New anti-Al-Qaeda strategy in Yemen

20/9/2012 -

New anti-Al-Qaeda strategy in Yemen

Yasser Ezzi The Yemeni government has approved on Tuesday an  new anti-Al-Qaeda strategy on the basis on a plan prepared by the Supreme Security Committee.

The strategy is designed to launch new approaches to combat al-Qaeda through cooperation with all Yemenis, government sources told   

Units of the Yemeni army started on Thursday the hunt of al-Qaeda in al-Mahfad districts of Abyan after they escaped from Zinjibar, Jaar and other towns to reorganize themselves in Al-Mahfad.

Local sources said that a number of al-Qaeda leaders including Jalal Ben-Eidi centre in al-Mahafad.

According to the sources, about 400 al-Qaeda militants are existed in Al-Mahafad that turned to a connection point to militants who move between Abyan, Hadhramout, Shabwah and Marib.

The sources affirmed that Pakistanis and Saudis are among the militants, indicating that foreingers are helping the militants in making bombs and explosive belts.

Al-Qaeda militants received painful blows as the Yemeni army cleansed them from their main strongholds in Abyan and they resorted to use other tactics including the abduction of foreigners.

Yemen had declared the killing of Saeed al-Shehri, the number two leader of al-Qaeda in the Arabian Peninsula,  but government sources said later that DNA tests have not proved the killing of Al-Shehri.

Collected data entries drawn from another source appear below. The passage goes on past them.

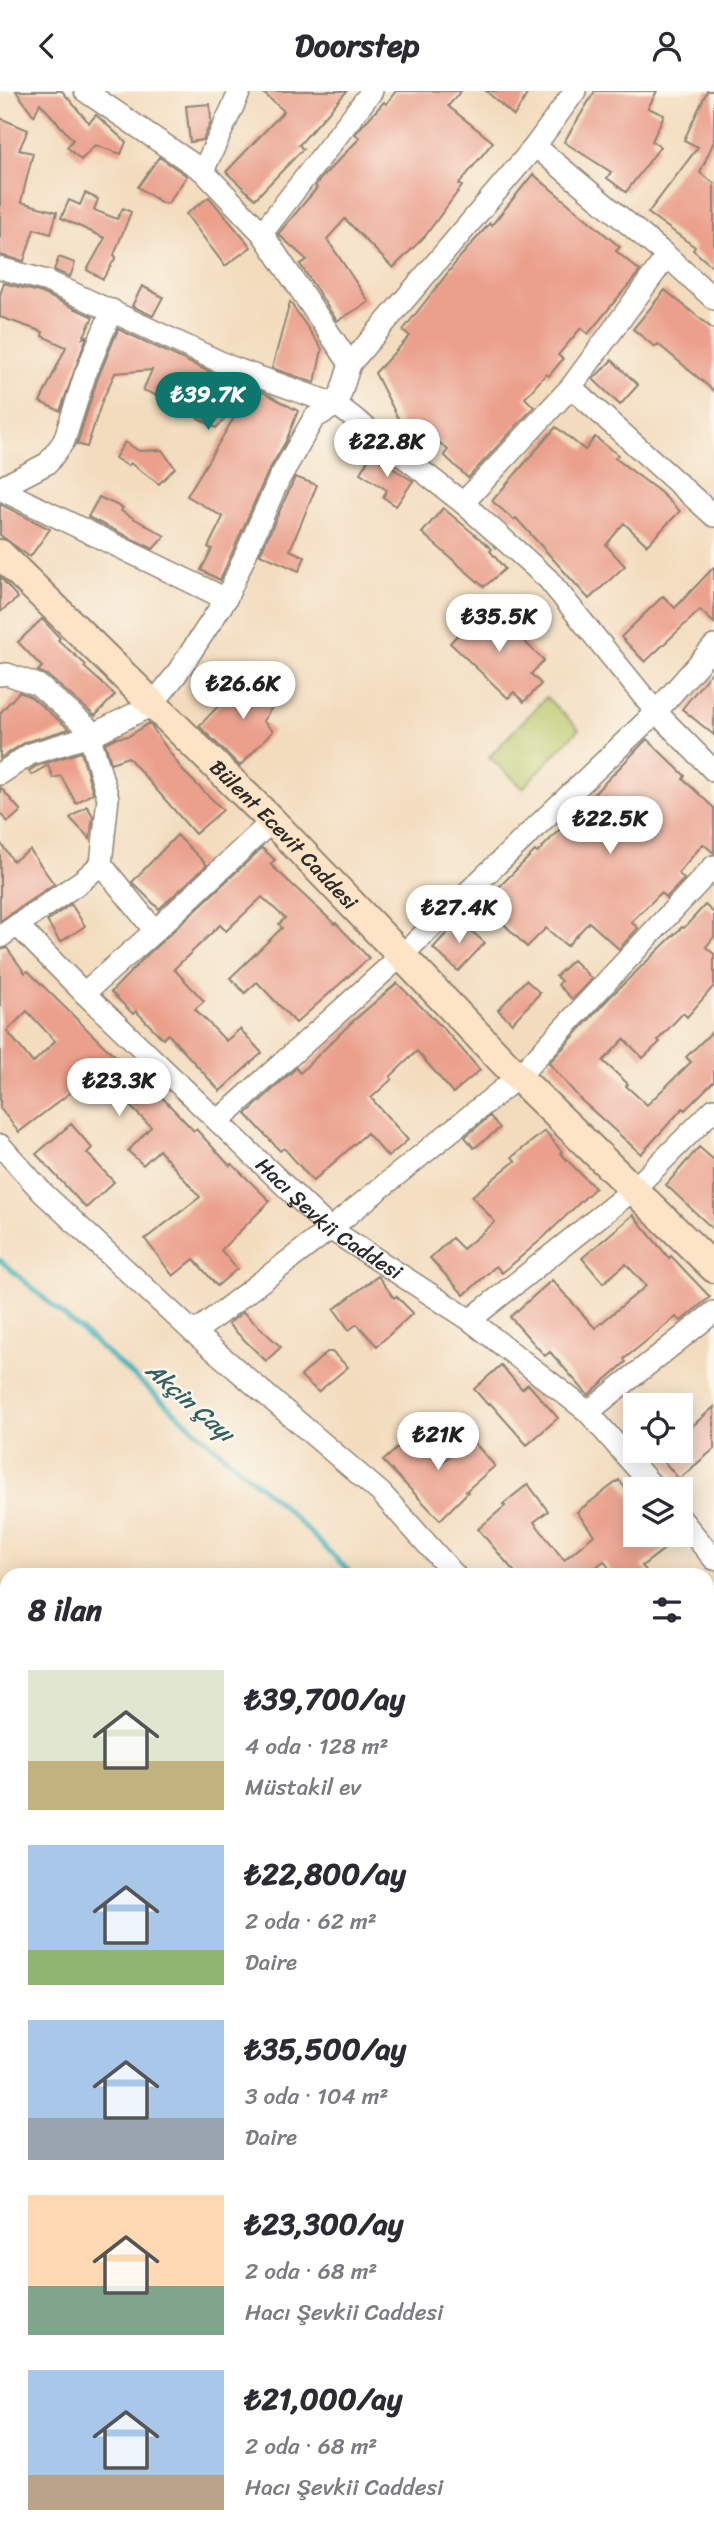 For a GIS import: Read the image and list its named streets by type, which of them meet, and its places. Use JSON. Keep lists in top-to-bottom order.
{
  "streets": {
    "main road": ["Bülent Ecevit Caddesi"],
    "street": ["Hacı Şevkii Caddesi"]
  },
  "water": ["Akçin Çayı"],
  "page": {
    "header": "Doorstep",
    "price": [
      "₺39.7K",
      "₺22.8K",
      "₺35.5K",
      "₺26.6K",
      "₺22.5K",
      "₺27.4K",
      "₺23.3K",
      "₺21K"
    ],
    "heading": "8 ilan",
    "list": [
      {
        "name": "₺39,700/ay",
        "note": "4 oda · 128 m² · Müstakil ev"
      },
      {
        "name": "₺22,800/ay",
        "note": "2 oda · 62 m² · Daire"
      },
      {
        "name": "₺35,500/ay",
        "note": "3 oda · 104 m² · Daire"
      },
      {
        "name": "₺23,300/ay",
        "note": "2 oda · 68 m² · Hacı Şevkii Caddesi"
      },
      {
        "name": "₺21,000/ay",
        "note": "2 oda · 68 m² · Hacı Şevkii Caddesi"
      }
    ]
  }
}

The state news agency, Saba, said that a specialized medical team headed to Seyoon of Hadhramout to take samples of the persons who were killed in an air-strike.

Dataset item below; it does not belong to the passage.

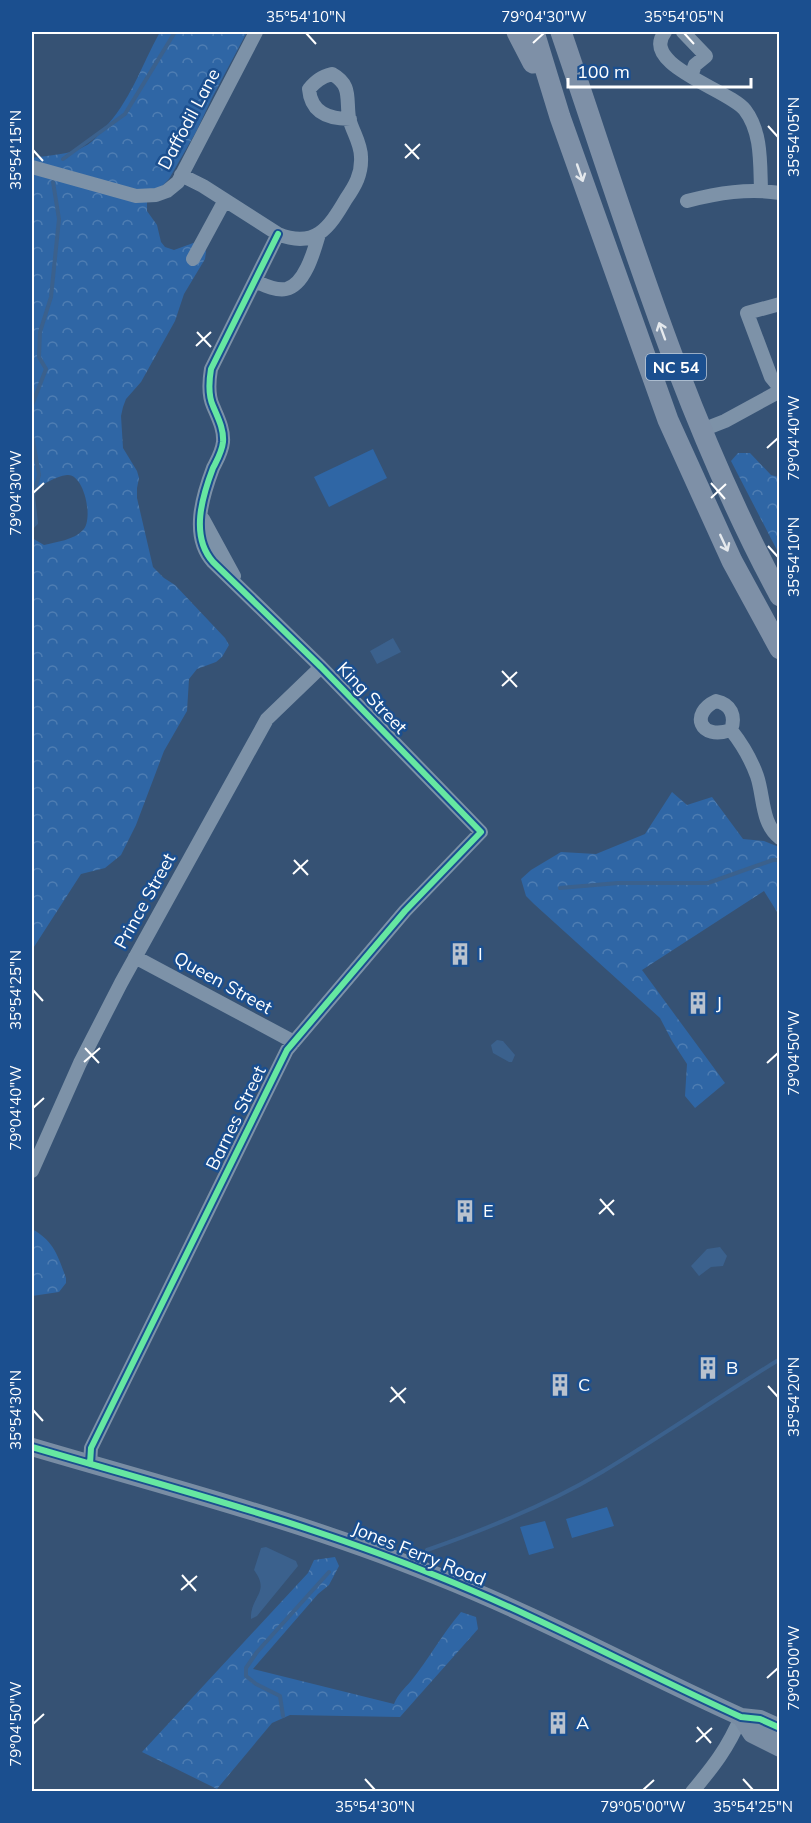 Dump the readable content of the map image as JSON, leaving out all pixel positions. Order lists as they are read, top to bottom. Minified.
{"streets":{"highway":["NC 54"],"main road":["Jones Ferry Road"],"street":["Daffodil Lane","King Street","Prince Street","Queen Street","Barnes Street"]},"crossings":[["King Street","Prince Street"],["King Street","Barnes Street"],["Prince Street","Queen Street"],["Queen Street","Barnes Street"],["Barnes Street","Jones Ferry Road"]],"places":{"building":["I","J","E","B","C","A"]},"scale_bar":"100 m","coordinates":["35°54'10\"N","79°04'30\"W","35°54'05\"N","35°54'15\"N","79°04'40\"W","35°54'25\"N","79°04'50\"W","35°54'20\"N","35°54'30\"N","79°05'00\"W"]}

Washington, which has pursued a campaign of assassination by drone and missile against suspected Qaeda members, backed a military offensive in May to recapture areas of Abyan province.

Yemeni rights groups have denounced US drones attacks against Yemeni areas, calling the Yemeni government to respect safety and security of its citizens.

It slammed "silence" of the Yemeni government toward the attacks, accusing it of collision with "crimes committed against Yemenis."